> Exercise directions: I would like each line of the data that holds the word "Melo" copied out.

====

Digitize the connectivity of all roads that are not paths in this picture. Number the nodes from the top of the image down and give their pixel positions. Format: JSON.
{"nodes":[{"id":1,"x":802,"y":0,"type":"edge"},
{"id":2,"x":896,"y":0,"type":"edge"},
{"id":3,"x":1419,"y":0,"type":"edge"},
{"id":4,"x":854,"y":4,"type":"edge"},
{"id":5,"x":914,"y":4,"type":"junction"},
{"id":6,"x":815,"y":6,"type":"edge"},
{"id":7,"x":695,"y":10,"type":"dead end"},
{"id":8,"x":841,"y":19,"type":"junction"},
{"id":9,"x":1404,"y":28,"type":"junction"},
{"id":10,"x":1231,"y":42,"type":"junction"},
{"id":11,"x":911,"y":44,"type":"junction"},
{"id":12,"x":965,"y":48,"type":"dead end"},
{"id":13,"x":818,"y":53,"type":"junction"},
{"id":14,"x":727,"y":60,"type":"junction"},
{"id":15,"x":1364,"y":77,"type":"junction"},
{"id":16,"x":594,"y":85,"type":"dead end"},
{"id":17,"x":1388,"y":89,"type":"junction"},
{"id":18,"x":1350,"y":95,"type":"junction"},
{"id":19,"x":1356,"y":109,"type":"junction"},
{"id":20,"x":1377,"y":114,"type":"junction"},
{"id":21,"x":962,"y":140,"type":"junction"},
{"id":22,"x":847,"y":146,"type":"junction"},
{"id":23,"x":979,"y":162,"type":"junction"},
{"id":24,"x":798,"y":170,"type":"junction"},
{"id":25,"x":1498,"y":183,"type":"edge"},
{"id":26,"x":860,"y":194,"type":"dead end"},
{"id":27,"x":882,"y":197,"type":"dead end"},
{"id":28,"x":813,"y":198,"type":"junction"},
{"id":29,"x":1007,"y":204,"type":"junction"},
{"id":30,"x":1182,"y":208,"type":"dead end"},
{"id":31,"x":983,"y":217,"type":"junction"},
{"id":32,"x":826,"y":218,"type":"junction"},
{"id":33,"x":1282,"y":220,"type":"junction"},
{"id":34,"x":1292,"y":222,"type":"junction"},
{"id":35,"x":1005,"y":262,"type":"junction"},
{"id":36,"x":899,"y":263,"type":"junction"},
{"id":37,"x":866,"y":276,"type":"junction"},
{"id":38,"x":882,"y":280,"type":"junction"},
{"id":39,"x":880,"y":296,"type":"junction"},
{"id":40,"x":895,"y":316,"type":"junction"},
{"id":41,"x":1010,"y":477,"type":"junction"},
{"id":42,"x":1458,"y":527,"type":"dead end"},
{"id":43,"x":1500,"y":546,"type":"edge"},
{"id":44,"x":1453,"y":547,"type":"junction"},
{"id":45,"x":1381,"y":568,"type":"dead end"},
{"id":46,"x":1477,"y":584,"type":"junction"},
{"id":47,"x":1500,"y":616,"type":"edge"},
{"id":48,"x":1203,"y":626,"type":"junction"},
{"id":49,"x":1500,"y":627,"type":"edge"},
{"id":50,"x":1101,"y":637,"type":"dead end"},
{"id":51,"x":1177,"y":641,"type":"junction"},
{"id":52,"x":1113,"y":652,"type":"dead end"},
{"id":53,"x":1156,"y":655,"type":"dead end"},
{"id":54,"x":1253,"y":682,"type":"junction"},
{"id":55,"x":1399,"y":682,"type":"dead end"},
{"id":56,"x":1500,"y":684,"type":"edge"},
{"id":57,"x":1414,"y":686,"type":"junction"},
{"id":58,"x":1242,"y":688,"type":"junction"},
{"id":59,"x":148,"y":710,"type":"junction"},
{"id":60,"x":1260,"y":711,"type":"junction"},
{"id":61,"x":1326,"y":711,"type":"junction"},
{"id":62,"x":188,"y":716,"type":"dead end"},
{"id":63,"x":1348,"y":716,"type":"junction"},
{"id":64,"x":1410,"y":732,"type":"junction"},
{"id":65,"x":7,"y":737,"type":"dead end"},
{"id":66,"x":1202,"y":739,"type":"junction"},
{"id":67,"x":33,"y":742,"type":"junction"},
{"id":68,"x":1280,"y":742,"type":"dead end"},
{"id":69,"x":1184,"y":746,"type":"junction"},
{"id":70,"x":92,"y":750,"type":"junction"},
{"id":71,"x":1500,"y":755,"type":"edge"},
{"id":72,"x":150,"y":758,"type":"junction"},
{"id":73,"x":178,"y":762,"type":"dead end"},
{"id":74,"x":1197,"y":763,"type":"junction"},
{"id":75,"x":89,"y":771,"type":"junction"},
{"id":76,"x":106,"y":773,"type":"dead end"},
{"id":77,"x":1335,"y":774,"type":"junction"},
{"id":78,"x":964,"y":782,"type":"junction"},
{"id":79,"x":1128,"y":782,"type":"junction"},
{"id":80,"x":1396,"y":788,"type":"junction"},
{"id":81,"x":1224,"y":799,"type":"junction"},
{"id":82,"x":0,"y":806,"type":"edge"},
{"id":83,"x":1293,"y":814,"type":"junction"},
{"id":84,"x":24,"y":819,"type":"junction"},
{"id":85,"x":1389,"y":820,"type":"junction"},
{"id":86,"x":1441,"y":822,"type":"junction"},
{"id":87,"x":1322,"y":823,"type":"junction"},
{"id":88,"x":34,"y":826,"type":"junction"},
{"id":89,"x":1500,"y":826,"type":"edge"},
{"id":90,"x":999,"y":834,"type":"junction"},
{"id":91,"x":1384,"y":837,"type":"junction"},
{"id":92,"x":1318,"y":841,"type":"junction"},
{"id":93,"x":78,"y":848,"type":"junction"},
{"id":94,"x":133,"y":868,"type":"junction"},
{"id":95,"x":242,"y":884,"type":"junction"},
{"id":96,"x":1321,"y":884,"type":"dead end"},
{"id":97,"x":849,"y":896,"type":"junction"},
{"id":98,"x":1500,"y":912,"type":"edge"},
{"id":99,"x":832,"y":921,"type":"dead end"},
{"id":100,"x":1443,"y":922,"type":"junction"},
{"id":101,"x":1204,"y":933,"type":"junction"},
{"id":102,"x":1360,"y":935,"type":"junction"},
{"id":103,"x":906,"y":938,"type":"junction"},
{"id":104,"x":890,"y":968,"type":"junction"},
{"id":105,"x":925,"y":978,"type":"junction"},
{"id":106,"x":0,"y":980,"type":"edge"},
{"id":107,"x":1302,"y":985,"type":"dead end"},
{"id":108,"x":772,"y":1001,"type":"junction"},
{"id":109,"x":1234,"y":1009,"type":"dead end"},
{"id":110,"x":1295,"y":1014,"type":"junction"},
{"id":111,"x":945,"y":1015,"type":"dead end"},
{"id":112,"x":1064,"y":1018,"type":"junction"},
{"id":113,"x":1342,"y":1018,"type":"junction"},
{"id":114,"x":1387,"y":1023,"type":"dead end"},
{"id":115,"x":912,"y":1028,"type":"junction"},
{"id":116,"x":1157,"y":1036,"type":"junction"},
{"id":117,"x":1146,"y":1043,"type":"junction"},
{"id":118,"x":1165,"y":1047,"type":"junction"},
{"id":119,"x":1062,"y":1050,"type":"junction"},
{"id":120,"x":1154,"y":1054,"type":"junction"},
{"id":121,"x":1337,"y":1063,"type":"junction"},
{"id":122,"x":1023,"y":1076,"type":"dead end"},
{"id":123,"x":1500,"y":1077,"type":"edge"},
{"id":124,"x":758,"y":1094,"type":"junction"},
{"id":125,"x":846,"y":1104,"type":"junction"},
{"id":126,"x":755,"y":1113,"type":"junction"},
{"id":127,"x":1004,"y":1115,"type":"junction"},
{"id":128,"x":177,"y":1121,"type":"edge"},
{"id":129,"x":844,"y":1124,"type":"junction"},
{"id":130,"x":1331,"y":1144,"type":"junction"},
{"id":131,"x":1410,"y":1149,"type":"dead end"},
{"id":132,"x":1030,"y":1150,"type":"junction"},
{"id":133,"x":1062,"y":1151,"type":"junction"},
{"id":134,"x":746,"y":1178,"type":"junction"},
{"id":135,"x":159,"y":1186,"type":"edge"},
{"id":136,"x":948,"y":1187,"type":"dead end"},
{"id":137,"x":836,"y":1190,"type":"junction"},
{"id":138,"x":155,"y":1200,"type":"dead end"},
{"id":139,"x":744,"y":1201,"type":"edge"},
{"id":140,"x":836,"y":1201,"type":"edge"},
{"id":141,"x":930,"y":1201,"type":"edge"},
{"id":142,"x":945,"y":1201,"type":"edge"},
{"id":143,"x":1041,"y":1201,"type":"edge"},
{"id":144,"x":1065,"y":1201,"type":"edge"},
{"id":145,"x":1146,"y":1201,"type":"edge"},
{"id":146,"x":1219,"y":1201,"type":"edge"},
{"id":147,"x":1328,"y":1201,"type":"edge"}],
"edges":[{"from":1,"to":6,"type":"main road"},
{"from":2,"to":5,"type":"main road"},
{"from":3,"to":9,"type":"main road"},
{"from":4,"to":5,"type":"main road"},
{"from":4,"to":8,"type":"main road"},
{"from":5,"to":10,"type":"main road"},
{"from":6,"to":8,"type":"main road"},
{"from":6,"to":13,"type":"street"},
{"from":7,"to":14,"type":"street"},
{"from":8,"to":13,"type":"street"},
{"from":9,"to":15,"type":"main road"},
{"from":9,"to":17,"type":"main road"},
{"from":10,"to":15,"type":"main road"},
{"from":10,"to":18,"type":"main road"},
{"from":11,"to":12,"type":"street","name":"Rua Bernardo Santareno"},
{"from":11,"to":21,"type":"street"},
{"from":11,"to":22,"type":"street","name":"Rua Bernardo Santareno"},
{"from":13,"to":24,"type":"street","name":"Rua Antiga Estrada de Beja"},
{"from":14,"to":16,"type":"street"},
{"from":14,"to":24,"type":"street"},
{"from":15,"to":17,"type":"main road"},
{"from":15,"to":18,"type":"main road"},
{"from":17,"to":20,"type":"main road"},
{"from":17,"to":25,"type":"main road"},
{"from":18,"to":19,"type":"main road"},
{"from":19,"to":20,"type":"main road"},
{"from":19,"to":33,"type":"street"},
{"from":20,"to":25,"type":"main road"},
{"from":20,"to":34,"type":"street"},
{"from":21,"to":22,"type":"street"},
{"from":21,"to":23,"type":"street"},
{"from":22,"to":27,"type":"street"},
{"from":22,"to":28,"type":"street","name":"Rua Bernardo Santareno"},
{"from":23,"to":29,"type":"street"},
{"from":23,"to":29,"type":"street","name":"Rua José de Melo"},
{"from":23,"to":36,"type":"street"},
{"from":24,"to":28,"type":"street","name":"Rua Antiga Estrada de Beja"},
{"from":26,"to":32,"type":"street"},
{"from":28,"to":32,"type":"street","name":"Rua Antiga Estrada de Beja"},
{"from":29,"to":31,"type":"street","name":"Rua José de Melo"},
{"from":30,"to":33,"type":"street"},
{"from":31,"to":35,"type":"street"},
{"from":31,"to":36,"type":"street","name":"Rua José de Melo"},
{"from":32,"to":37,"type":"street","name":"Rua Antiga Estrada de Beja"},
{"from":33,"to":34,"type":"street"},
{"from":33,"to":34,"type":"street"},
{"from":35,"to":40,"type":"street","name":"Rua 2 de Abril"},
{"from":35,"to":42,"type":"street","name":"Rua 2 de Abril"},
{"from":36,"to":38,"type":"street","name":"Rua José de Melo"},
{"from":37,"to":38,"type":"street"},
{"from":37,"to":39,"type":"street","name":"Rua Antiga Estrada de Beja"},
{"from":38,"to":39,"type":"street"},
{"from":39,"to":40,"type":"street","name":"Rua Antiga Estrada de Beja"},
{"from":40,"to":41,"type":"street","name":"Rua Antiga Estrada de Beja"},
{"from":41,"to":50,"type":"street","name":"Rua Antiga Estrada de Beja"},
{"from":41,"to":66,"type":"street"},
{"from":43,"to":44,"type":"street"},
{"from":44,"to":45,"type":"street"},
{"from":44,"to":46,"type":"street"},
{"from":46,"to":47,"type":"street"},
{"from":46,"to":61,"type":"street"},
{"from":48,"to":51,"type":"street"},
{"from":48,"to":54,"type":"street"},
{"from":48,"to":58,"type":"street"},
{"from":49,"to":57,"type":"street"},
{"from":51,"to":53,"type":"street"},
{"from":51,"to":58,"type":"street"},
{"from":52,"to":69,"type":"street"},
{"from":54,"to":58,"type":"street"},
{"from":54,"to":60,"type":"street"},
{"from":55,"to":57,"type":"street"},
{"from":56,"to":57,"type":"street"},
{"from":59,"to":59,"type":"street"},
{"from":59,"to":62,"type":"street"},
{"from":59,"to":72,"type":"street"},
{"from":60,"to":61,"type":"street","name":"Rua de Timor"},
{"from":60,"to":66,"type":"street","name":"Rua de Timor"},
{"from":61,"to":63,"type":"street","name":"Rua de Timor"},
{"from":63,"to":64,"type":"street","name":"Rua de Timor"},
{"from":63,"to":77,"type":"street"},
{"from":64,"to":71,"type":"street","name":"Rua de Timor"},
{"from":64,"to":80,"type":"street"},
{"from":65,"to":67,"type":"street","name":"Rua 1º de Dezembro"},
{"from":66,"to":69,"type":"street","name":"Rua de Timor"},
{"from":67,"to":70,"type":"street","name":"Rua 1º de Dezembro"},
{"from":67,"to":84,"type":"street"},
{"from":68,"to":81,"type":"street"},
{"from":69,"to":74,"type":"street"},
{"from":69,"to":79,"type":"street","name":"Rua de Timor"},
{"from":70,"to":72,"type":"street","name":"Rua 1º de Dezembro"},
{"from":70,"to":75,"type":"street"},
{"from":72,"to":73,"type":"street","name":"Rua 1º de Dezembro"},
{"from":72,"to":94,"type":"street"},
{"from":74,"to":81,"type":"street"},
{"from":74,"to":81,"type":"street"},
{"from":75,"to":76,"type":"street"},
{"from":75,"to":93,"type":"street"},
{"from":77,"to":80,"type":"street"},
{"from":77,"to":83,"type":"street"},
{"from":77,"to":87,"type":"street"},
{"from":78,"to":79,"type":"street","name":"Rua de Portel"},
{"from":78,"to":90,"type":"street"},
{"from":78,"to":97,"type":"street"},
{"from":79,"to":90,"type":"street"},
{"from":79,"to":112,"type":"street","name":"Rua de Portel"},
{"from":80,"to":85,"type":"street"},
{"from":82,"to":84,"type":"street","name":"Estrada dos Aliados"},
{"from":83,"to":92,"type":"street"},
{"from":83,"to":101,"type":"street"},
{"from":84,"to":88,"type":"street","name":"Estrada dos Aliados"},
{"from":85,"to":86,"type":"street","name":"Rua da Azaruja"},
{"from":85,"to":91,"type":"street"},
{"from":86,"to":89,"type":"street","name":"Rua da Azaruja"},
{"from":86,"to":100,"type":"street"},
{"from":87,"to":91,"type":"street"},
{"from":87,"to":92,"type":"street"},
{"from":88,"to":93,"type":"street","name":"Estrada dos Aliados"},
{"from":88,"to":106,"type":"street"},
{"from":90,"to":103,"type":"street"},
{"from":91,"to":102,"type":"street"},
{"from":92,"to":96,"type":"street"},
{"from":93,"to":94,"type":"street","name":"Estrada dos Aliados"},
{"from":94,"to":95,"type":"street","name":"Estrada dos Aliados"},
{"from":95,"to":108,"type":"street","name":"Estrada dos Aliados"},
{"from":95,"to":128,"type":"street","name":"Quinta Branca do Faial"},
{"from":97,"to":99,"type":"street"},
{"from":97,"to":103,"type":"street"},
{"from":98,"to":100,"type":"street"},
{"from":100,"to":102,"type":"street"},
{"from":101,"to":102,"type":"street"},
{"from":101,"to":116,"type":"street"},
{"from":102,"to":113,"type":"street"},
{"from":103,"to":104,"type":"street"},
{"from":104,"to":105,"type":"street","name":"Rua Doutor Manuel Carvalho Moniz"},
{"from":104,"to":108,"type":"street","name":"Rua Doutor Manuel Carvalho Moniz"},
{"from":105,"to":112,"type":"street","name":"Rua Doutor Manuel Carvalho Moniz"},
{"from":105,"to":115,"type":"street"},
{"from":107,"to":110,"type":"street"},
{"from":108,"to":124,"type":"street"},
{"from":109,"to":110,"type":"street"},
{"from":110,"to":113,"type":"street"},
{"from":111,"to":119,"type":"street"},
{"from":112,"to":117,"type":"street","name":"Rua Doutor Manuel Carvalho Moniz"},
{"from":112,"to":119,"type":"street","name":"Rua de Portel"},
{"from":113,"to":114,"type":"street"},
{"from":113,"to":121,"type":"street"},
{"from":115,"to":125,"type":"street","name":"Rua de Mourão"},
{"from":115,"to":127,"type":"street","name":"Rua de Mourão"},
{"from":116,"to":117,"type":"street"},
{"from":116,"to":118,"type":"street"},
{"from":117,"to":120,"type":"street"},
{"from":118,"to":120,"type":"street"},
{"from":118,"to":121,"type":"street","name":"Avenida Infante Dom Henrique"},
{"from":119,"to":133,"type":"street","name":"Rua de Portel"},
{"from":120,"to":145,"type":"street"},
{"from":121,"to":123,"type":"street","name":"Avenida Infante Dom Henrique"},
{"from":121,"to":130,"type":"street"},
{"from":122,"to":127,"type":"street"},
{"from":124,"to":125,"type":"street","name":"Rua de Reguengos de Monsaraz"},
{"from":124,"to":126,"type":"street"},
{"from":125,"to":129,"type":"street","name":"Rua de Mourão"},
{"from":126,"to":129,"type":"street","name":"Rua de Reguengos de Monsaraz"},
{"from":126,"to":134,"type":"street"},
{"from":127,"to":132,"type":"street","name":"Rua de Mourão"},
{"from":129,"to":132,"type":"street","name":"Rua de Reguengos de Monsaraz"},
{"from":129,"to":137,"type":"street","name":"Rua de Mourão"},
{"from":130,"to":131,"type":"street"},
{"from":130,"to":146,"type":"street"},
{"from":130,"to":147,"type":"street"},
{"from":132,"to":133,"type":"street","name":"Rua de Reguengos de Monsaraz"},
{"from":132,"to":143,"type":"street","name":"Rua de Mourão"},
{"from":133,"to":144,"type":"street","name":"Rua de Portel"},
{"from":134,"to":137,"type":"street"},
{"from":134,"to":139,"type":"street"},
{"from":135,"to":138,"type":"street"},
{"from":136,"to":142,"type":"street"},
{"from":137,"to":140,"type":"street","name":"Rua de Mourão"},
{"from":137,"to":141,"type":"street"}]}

====

> Task result:
{"from":23,"to":29,"type":"street","name":"Rua José de Melo"},
{"from":29,"to":31,"type":"street","name":"Rua José de Melo"},
{"from":31,"to":36,"type":"street","name":"Rua José de Melo"},
{"from":36,"to":38,"type":"street","name":"Rua José de Melo"},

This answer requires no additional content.